New words – 16 January 2023

a young girl waves at the camera from the passenger seat of a car that is being driven by her mother
Rafael Ben-Ari / Photodisc / Getty

chauffeur mum noun [C]
UK /ˈʃəʊ.fə ˌmʌm/ US /ʃoʊˈfɝː ˌmʌm/
a mother who lives in an area with little or no public transport and spends a lot of time driving her children to and from school and other places

Chauffeur mums are a well-known Australian phenomenon. A lack of convenient transport options coupled with gendered roles has made many suburban women (and their children) car-dependent, whether they like it or not. And, more often than not, the demands of household chores and child rearing fall more heavily on women.
[, 8 November 2022]

sittervising noun [U]
UK /ˈsɪt.ə.vaɪ.zɪŋ/ US /ˈsɪt̬.ɚ.vaɪ.zɪŋ/
the activity of watching your children while they play on their own

Sittervising may sound obvious once you realize what it is (sitting while supervising your kids). But think about it: How often do you sit on the park bench while your child plays on the playground? Exactly. The goal of sittervising is to let your kids hang independently while you take a minute (or two) to yourself.
[, 31 August 2022]

jellyfish parent noun [C]
UK /ˈdʒel.i.fɪʃ ˌpeə.rᵊnt/ US /ˈdʒel.i.fɪʃ ˌper.ᵊnt/
a mother or father who is not very strict with their children and often spoils them

Other styles of parenting have been developed over the years inspired by animals: jellyfish parents are more lenient and permissive in their parenting. They have few rules for their children and can often overindulge them. Studies have shown that children raised by jellyfish parents show a lack of impulse control. Jellyfish parents prioritise connection and love over setting rules and boundaries. They very rarely use punishments to discipline their children.
[, 27 April 2022]

About new words

4 thoughts on “New words – 16 January 2023

  1. I had known about “Mum’s taxi” for some time.

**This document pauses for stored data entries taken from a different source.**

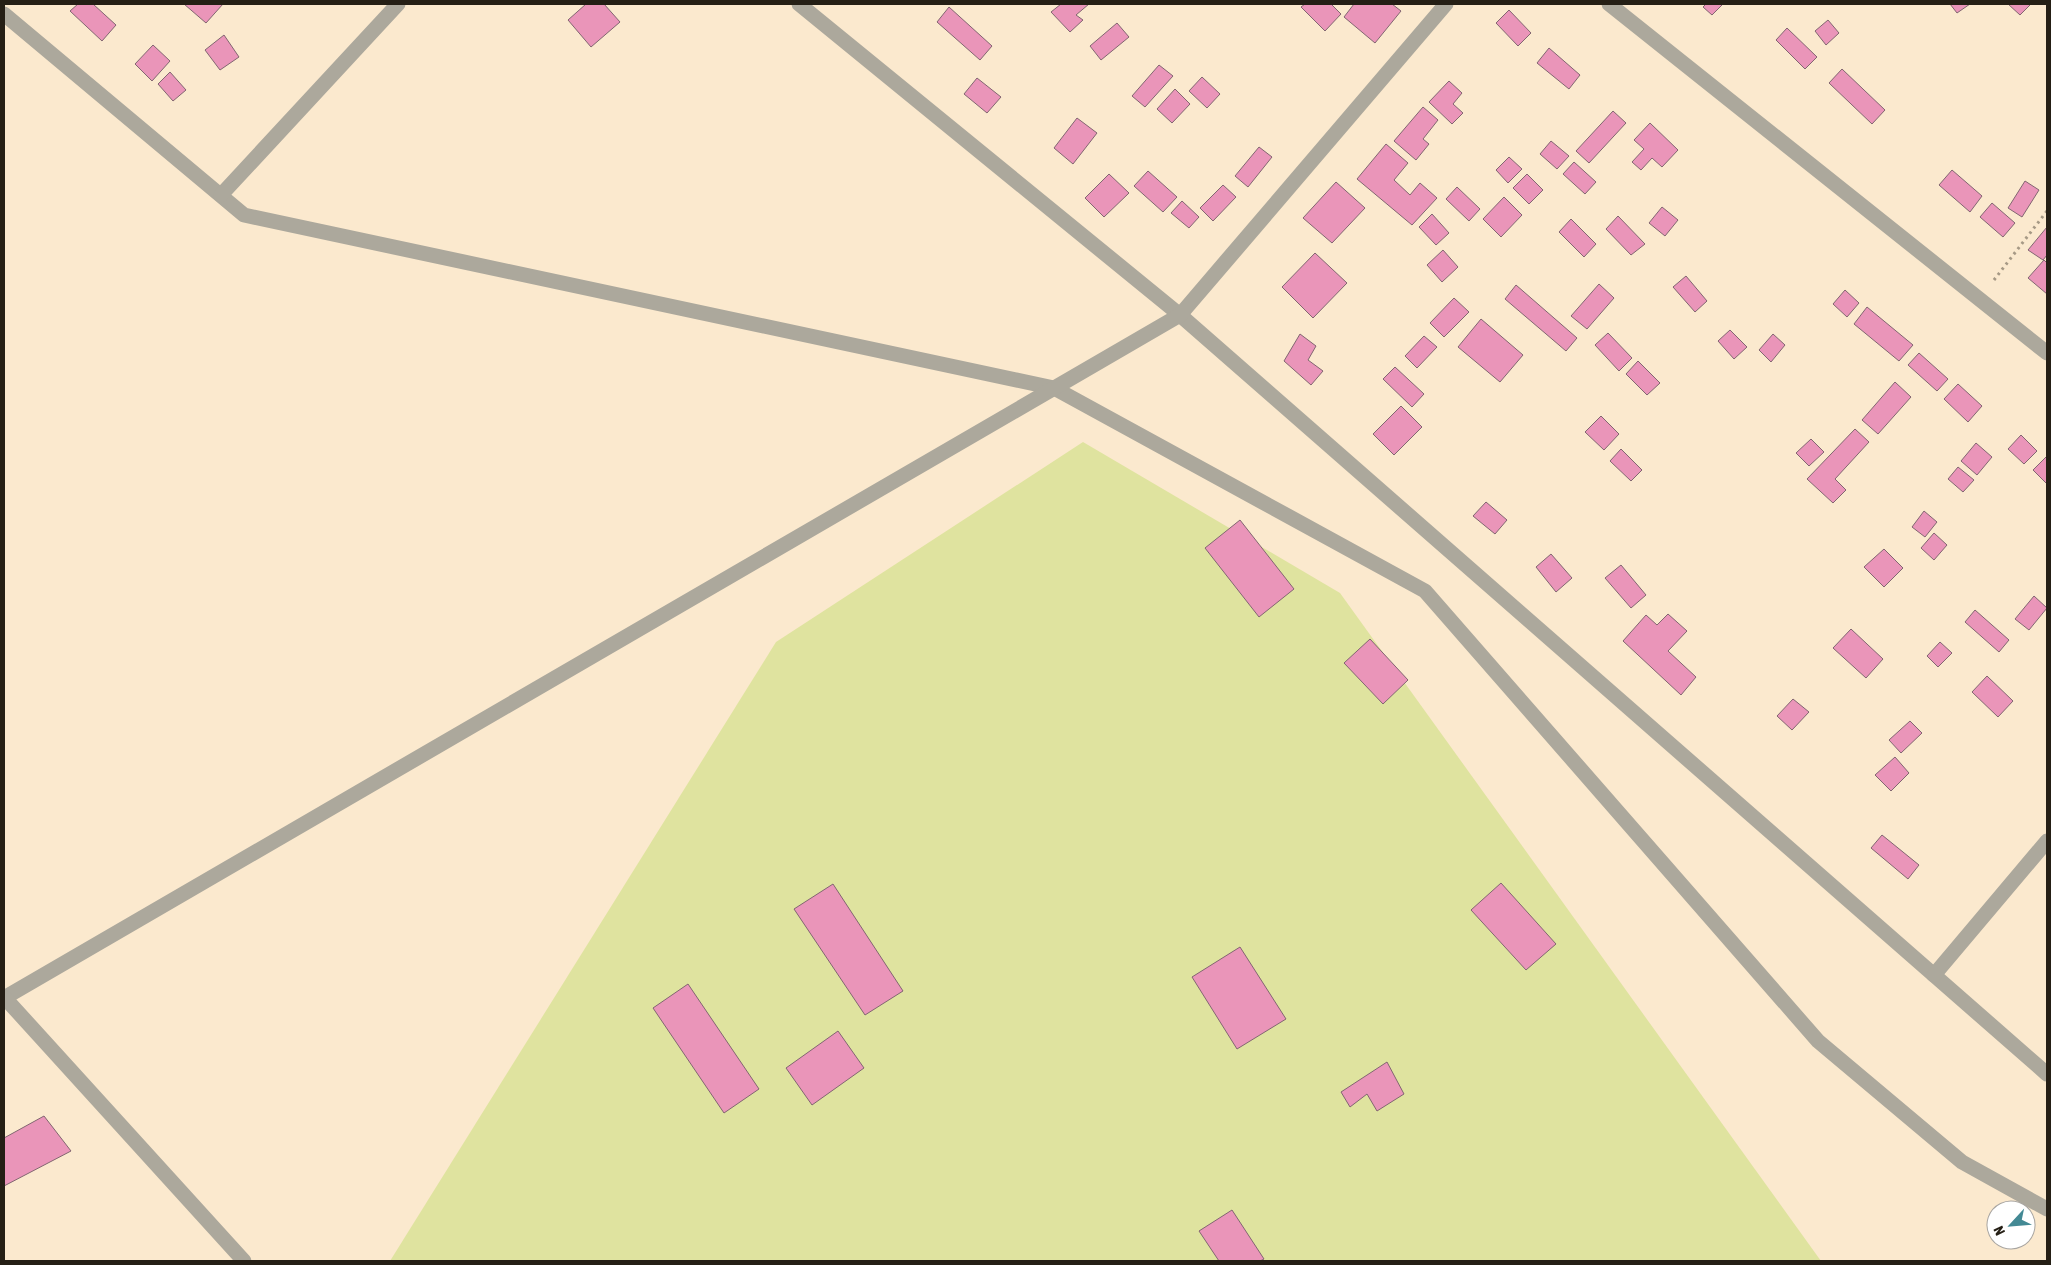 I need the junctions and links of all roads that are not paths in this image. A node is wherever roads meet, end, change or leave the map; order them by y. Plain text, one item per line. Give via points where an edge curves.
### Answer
1 (398, 4) edge
2 (799, 4) edge
3 (1446, 4) edge
4 (1609, 4) edge
5 (4, 14) edge
6 (221, 195) junction
7 (1180, 315) junction
8 (2047, 353) edge
9 (1054, 388) junction
10 (2047, 841) edge
11 (1934, 975) junction
12 (4, 998) edge
13 (2047, 1074) edge
14 (2047, 1209) edge
15 (240, 1260) edge

1 - 6 street
2 - 7 street
3 - 7 street
4 - 8 street
5 - 6 street
6 - 9 street via 244,215
7 - 9 street
7 - 11 street
9 - 12 street
9 - 14 street via 1425,591 1818,1041 1962,1162
10 - 11 street
11 - 13 street
12 - 15 street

    And chauffeur-mothers was an extension of that.

    Another word which could be in the Cambridge Dictionary of the future would be “lieversing” [as in lying down and supervising]

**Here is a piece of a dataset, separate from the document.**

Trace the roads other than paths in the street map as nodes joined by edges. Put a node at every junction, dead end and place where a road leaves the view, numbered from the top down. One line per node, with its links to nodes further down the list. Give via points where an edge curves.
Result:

    [or LAYING down and supervising].

    [there was an 18-month-old and her parent who got good at this game called “Tucking In” – Emily Oster’s WINS WOES AND EARLY WEEKS].

    A lot of pregnant and birthing parents find themselves doing this.

    And always remember – jellyfish have STINGS!

    [This is what I like to tell people when they talk about “spineless jellyfish”].

    You don’t need a spine to be a powerful parent.

    Interesting words/quotes from

    I wondered if that was from their Early Childhood section? Or perhaps GCSE or A-level psychology or a NQT [newly qualified teacher] learning piece?

    I looked for “jellyfish parent” and they have been talked about since 2011 in Sharon Selby’s 8 July piece. Barbara Coloroso first developed and named the concept – a form of permissive parenting.

    And hanging independently is what monkeys [and indeed lots of other primates – gorillas and chimpanzees] do.

    I am getting a picture in my head about gibbons and bonobos sittervising.